Go through the data below and return each line where the string "paths" appears.
EXERCISE INPUTS START
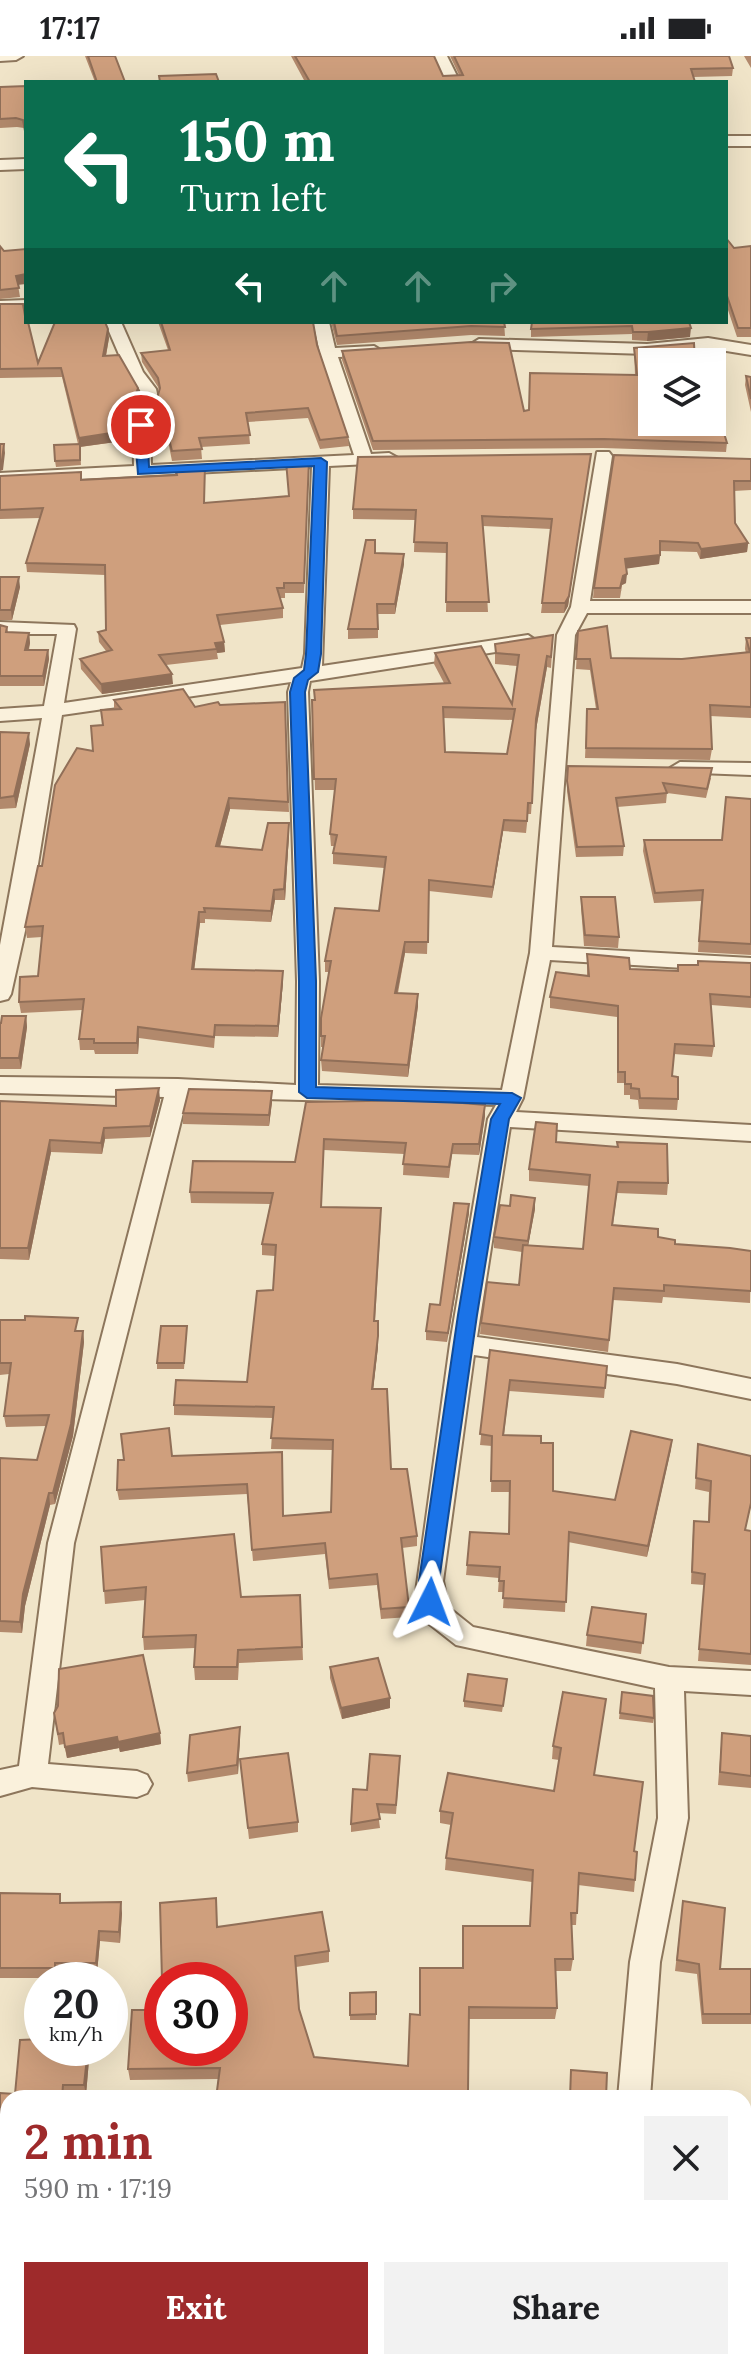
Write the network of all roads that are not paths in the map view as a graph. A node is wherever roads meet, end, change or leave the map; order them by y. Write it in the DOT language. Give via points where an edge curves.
graph roads {
  1 [pos="16,56"];
  2 [pos="440,56"];
  3 [pos="0,57"];
  4 [pos="452,80"];
  5 [pos="728,141"];
  6 [pos="751,141"];
  7 [pos="0,166"];
  8 [pos="24,166"];
  9 [pos="24,305"];
  10 [pos="0,306"];
  11 [pos="114,324"];
  12 [pos="321,324"];
  13 [pos="703,324"];
  14 [pos="465,340"];
  15 [pos="708,343"];
  16 [pos="397,349"];
  17 [pos="751,350"];
  18 [pos="328,353"];
  19 [pos="603,456"];
  20 [pos="364,458"];
  21 [pos="412,458"];
  22 [pos="321,462"];
  23 [pos="143,471"];
  24 [pos="0,478"];
  25 [pos="580,607"];
  26 [pos="751,607"];
  27 [pos="0,628"];
  28 [pos="566,635"];
  29 [pos="311,672"];
  30 [pos="52,711"];
  31 [pos="0,715"];
  32 [pos="662,768"];
  33 [pos="751,769"];
  34 [pos="541,953"];
  35 [pos="751,965"];
  36 [pos="0,994"];
  37 [pos="0,1085"];
  38 [pos="178,1087"];
  39 [pos="307,1092"];
  40 [pos="506,1109"];
  41 [pos="751,1133"];
  42 [pos="463,1344"];
  43 [pos="751,1389"];
  44 [pos="669,1679"];
  45 [pos="751,1683"];
  46 [pos="32,1775"];
  47 [pos="0,1783"];
  48 [pos="137,1784"];
  49 [pos="635,2090"];
  1 -- 3 [label="street"];
  2 -- 4 [label="street"];
  5 -- 6 [label="street"];
  7 -- 8 [label="street"];
  9 -- 10 [label="street"];
  11 -- 23 [label="street" via="150,398 141,425"];
  12 -- 18 [label="street"];
  13 -- 15 [label="street"];
  14 -- 15 [label="street" via="647,349"];
  15 -- 17 [label="street"];
  16 -- 18 [label="street"];
  18 -- 20 [label="street"];
  19 -- 25 [label="street"];
  20 -- 21 [label="street"];
  20 -- 22 [label="street"];
  22 -- 23 [label="street"];
  22 -- 29 [label="street"];
  23 -- 24 [label="street"];
  25 -- 26 [label="street"];
  25 -- 28 [label="street"];
  27 -- 30 [label="street" via="67,629"];
  28 -- 29 [label="street"];
  28 -- 34 [label="street" via="565,767"];
  29 -- 30 [label="street"];
  29 -- 39 [label="street" via="301,678 298,692"];
  30 -- 31 [label="street"];
  30 -- 36 [label="street"];
  32 -- 33 [label="street"];
  34 -- 35 [label="street"];
  34 -- 40 [label="street"];
  37 -- 38 [label="street"];
  38 -- 39 [label="street"];
  38 -- 46 [label="street" via="61,1543"];
  39 -- 40 [label="street"];
  40 -- 41 [label="street"];
  40 -- 42 [label="street"];
  42 -- 43 [label="street"];
  42 -- 44 [label="street" via="429,1581 430,1602 439,1618 466,1637"];
  44 -- 45 [label="street"];
  44 -- 49 [label="street" via="673,1818 645,1962"];
  46 -- 47 [label="street"];
  46 -- 48 [label="street"];
}
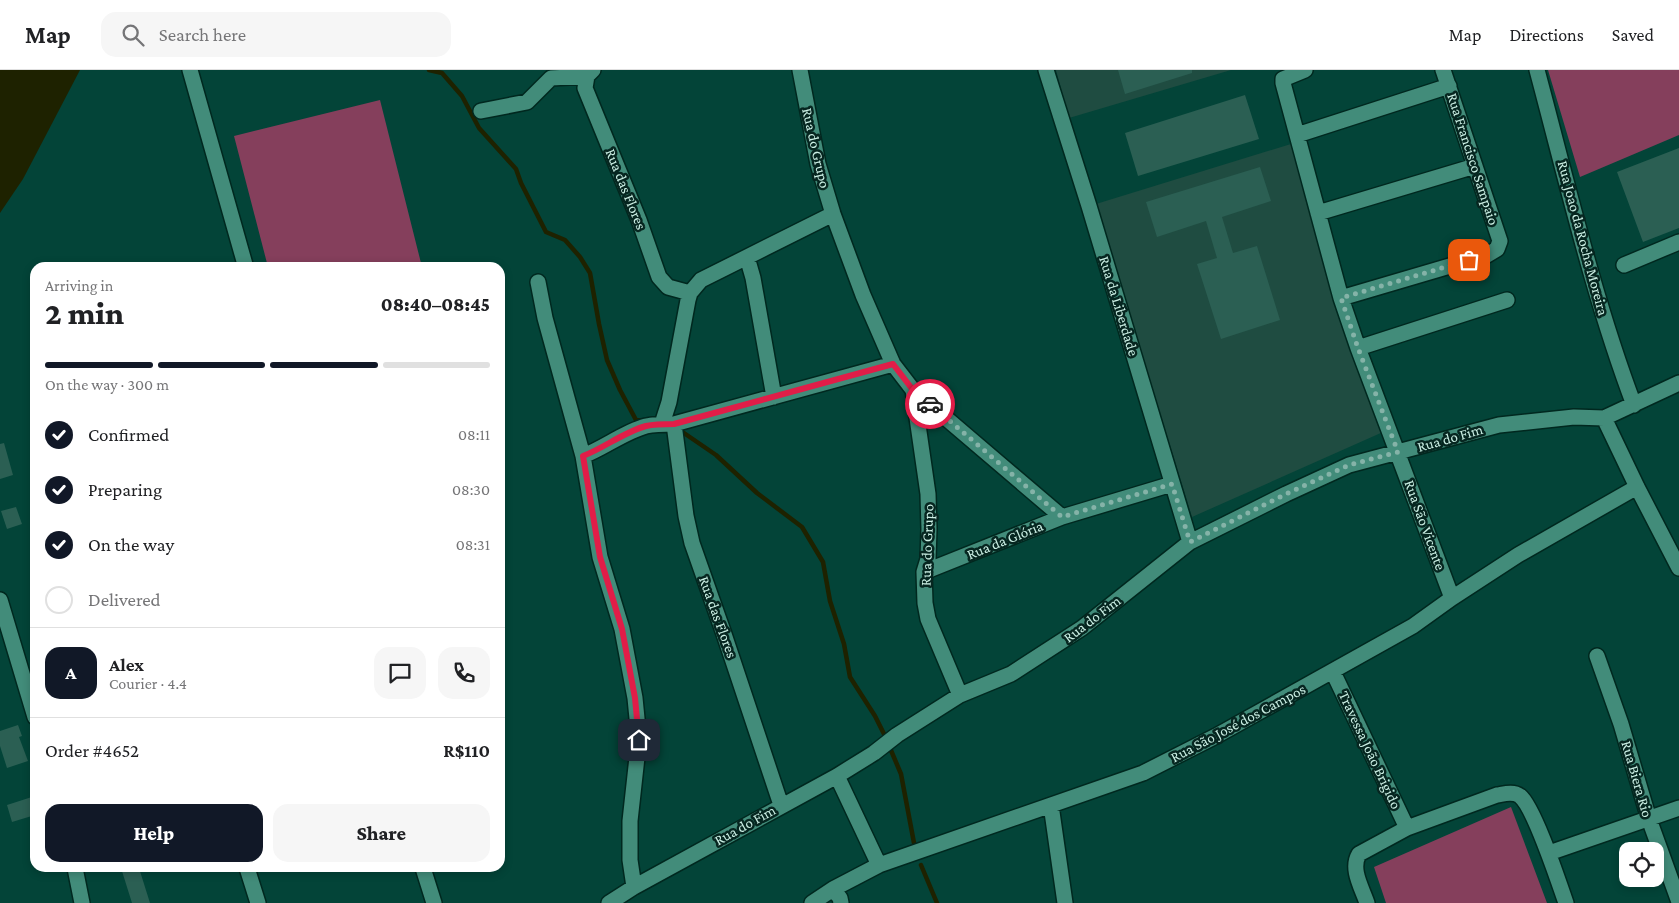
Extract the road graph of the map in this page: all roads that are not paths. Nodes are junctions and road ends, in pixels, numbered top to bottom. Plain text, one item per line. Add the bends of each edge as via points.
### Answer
1 (190, 70) edge
2 (800, 70) edge
3 (1046, 70) edge
4 (1305, 70) edge
5 (1444, 70) edge
6 (1537, 70) edge
7 (590, 73) edge
8 (1449, 86) junction
9 (482, 111) dead end
10 (1297, 135) junction
11 (1476, 166) junction
12 (1318, 213) junction
13 (833, 214) junction
14 (1679, 242) edge
15 (747, 257) junction
16 (244, 262) edge
17 (1624, 265) dead end
18 (538, 282) dead end
19 (690, 293) junction
20 (1341, 298) junction
21 (1507, 300) dead end
22 (1358, 348) junction
23 (893, 364) junction
24 (1679, 383) edge
25 (913, 390) junction
26 (774, 397) junction
27 (1634, 405) junction
28 (1604, 418) junction
29 (668, 420) junction
30 (1398, 452) junction
31 (583, 456) junction
32 (1172, 484) junction
33 (1637, 487) junction
34 (1062, 517) junction
35 (1190, 542) junction
36 (1679, 568) edge
37 (924, 572) junction
38 (1452, 598) junction
39 (0, 600) edge
40 (1597, 656) dead end
41 (1333, 672) junction
42 (960, 695) junction
43 (30, 700) edge
44 (837, 776) junction
45 (781, 805) junction
46 (1052, 805) junction
47 (1679, 808) edge
48 (1649, 819) junction
49 (1407, 828) junction
50 (1549, 853) junction
51 (879, 865) junction
52 (76, 872) edge
53 (248, 872) edge
54 (424, 872) edge
55 (634, 887) junction
56 (833, 889) junction
57 (1679, 902) edge
58 (82, 903) edge
59 (258, 903) edge
60 (434, 903) edge
61 (609, 903) edge
62 (812, 903) edge
63 (841, 903) edge
64 (1065, 903) edge
65 (1367, 903) edge
66 (1566, 903) edge

1 - 16 street
2 - 13 street, Rua do Grupo via 818,164
3 - 32 street, Rua da Liberdade
4 - 10 street via 1283,79
5 - 8 street, Rua Francisco Sampaio
6 - 27 street, Rua Joao da Rocha Moreira via 1599,301
7 - 9 street via 551,78 527,102
7 - 19 street, Rua das Flores via 585,88 659,277 668,287
8 - 10 street
8 - 11 street, Rua Francisco Sampaio
10 - 12 street
11 - 12 street
11 - 20 street, Rua Francisco Sampaio via 1500,241 1497,249 1487,255
12 - 20 street
13 - 15 street
13 - 23 street, Rua do Grupo
14 - 17 street
15 - 19 street via 701,280
15 - 26 street
18 - 31 street
19 - 29 street, Rua das Flores
20 - 22 street
21 - 22 street
22 - 30 street
23 - 25 street, Rua do Grupo
23 - 26 street
24 - 27 street
25 - 34 street, Rua do Grupo
25 - 37 street, Rua do Grupo via 928,494 928,559
26 - 29 street
27 - 28 street
28 - 30 street, Rua do Fim via 1574,417 1498,424
28 - 33 street
29 - 31 street via 646,426
29 - 45 street, Rua das Flores via 692,543
30 - 35 street, Rua do Fim via 1349,465
30 - 38 street, Rua São Vicente
31 - 55 street via 600,557 622,629 635,698 639,740 630,822
32 - 34 street, Rua da Glória
32 - 35 street, Rua da Liberdade
33 - 36 street
33 - 38 street, Rua São José dos Campos via 1565,527
34 - 37 street, Rua da Glória
35 - 42 street, Rua do Fim via 1082,628 1011,674
37 - 42 street, Rua do Grupo via 928,620
38 - 41 street, Rua São José dos Campos via 1413,626
39 - 43 street
40 - 48 street, Rua Biera Rio
41 - 46 street, Rua São José dos Campos via 1144,773
41 - 49 street, Travessa João Brigido
42 - 44 street, Rua do Fim
44 - 45 street, Rua do Fim
44 - 51 street
45 - 55 street, Rua do Fim
46 - 51 street, Rua São José dos Campos
46 - 64 street
47 - 48 street
48 - 50 street
48 - 57 street, Rua Biera Rio
49 - 50 street via 1497,794 1509,793 1519,795 1526,804
49 - 65 street via 1365,850 1355,860 1354,867
50 - 66 street
51 - 56 street, Rua São José dos Campos
52 - 58 street
53 - 59 street
54 - 60 street
55 - 61 street, Rua do Fim
56 - 62 street, Rua São José dos Campos
56 - 63 street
EXERCISE INPUTS END
→ **TASK ANSWER**
Write the network of all roads that are not paths in the map view as a graph. A node is wherever roads meet, end, change or leave the map; order them by y. Write it in the DOT language. Give via points where an edge curves.
Extract the road graph of the map in this page: all roads that are not paths. Nodes are junctions and road ends, in pixels, numbered top to bottom. Plain text, one item per line. Add the bends of each edge as via points.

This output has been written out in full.